> _Exercise_
Your task is to filter the data below down to the lines holding "Burnside".

+++ Material shown

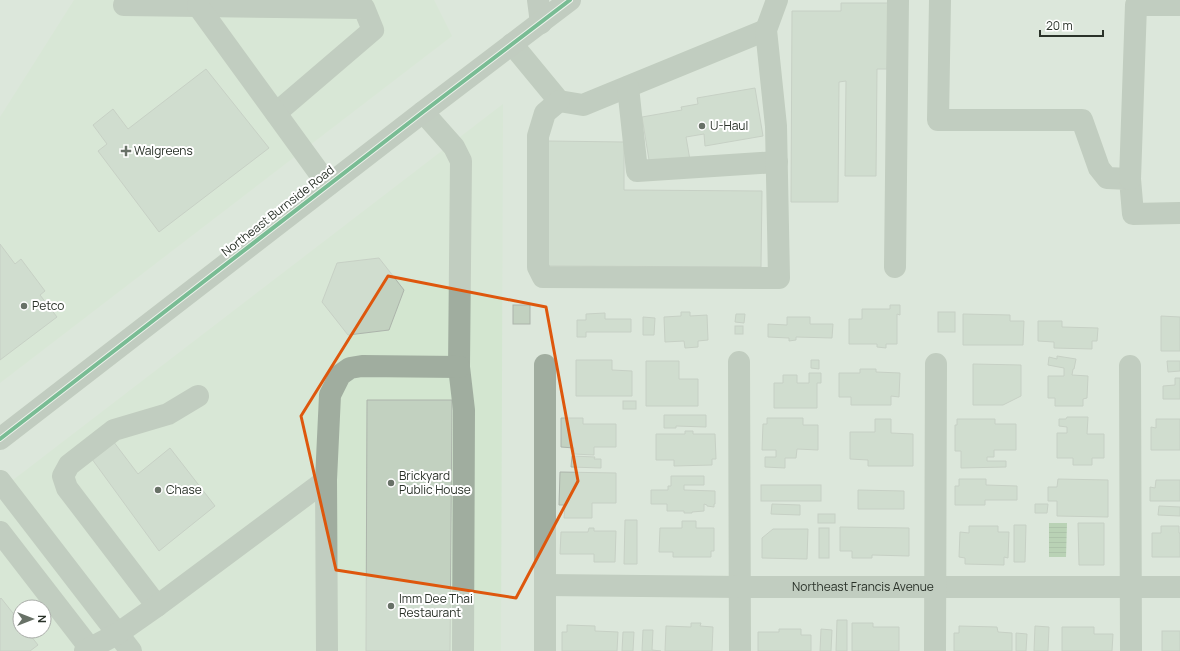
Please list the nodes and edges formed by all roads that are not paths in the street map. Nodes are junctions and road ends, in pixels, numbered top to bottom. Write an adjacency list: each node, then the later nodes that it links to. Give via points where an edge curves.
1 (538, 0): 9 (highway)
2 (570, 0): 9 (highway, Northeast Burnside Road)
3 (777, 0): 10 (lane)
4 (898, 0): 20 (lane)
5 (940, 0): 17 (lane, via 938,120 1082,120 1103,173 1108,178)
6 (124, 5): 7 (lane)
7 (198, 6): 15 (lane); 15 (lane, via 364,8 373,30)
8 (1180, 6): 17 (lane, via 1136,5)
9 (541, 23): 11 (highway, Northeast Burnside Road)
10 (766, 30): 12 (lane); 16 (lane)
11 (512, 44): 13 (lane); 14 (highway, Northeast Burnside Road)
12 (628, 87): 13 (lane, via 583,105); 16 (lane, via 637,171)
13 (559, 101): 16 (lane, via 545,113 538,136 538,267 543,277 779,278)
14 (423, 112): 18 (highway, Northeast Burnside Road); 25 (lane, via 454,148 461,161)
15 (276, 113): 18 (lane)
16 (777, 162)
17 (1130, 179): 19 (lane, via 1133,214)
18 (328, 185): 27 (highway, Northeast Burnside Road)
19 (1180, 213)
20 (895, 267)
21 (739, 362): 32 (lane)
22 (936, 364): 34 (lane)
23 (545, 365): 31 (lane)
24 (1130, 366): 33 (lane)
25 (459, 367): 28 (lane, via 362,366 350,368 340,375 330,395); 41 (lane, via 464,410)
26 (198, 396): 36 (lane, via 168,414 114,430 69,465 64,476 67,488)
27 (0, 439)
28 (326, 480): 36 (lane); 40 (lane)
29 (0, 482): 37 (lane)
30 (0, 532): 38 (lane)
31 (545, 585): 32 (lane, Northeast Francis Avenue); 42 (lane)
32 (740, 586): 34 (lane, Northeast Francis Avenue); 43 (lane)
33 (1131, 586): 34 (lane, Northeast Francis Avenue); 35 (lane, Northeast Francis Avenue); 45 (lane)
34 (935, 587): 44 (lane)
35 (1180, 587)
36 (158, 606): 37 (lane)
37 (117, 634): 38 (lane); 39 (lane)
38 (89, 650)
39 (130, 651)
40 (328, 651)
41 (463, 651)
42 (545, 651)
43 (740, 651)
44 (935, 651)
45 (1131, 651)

++++++

> _Response to this task_
2 (570, 0): 9 (highway, Northeast Burnside Road)
9 (541, 23): 11 (highway, Northeast Burnside Road)
11 (512, 44): 13 (lane); 14 (highway, Northeast Burnside Road)
14 (423, 112): 18 (highway, Northeast Burnside Road); 25 (lane, via 454,148 461,161)
18 (328, 185): 27 (highway, Northeast Burnside Road)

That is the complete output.